At the beginning of Hotel on the Corner of Bitter and Sweet, we meet Henry when he's an old man. But most of the story takes place in the past, when he's a young boy living in Seattle during the tumultuous years of World War II. The book revolves around Henry's memories of his childhood best friend and first love, a Japanese American girl named Keiko Okabe. Even though Henry hasn't seen Keiko in many decades, it's clear through his flashbacks and memories that she still means a lot to him and that he regrets the circumstances that have kept them apart.
Questions About Memory and the Past
Why has Henry hunted for the Oscar Holden record all these years?
What does Henry hope to find in the basement of the Panama Hotel?
Why doesn't Henry want to go into Japantown now that he's an older man?
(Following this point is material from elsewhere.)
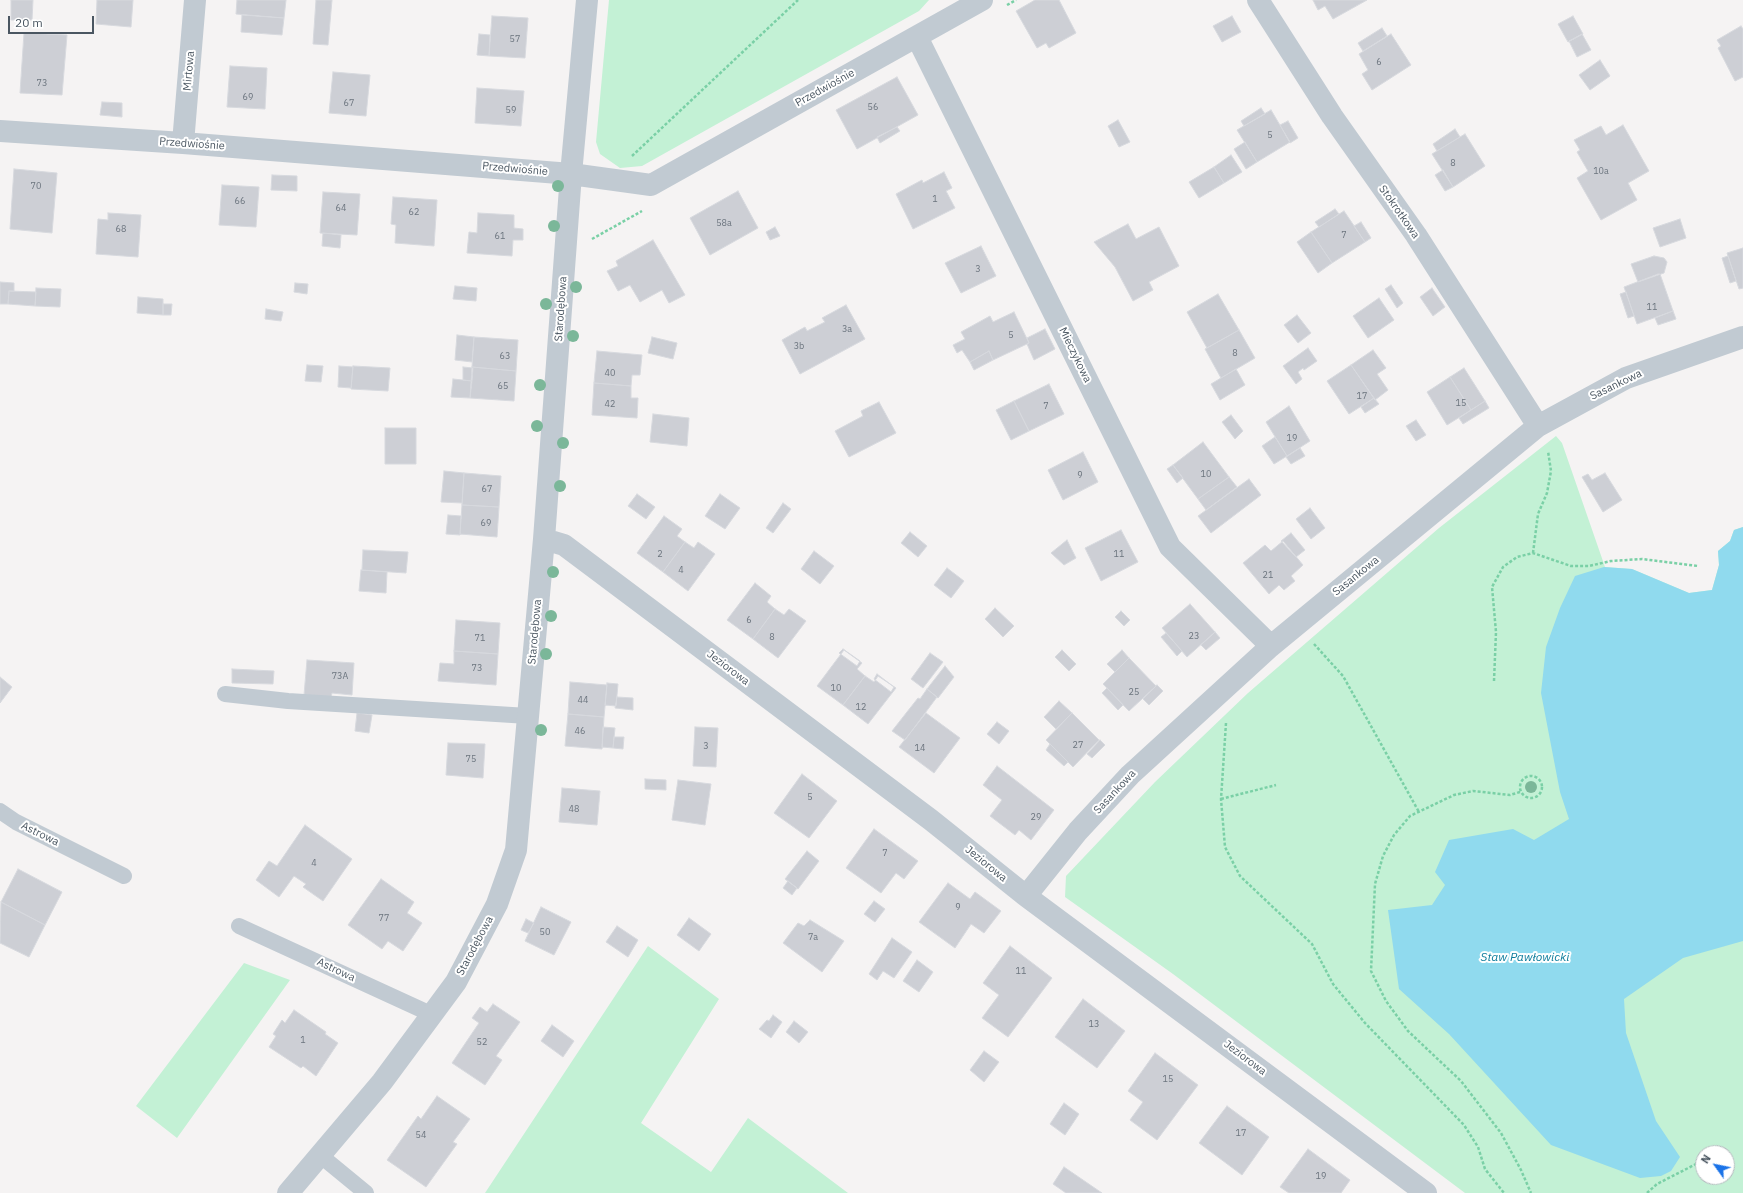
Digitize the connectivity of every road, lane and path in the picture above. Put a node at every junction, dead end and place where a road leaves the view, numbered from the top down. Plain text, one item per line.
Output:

How do Henry's memories of Ethel keep him from seeking out Keiko even after his wife dies?
Chew on This
Even though Henry gives up on finding and reuniting with Keiko so he can concentrate on his family, he still remembers all the times they shared together with great fondness—and this leads to their easy rapport when they finally meet again at the end.
When Henry walks into the basement of the Panama Hotel, it's like entering a time capsule. Faced with all of these belongings that have been left untouched for decades, he can't help but be overcome by memories of Keiko and his childhood.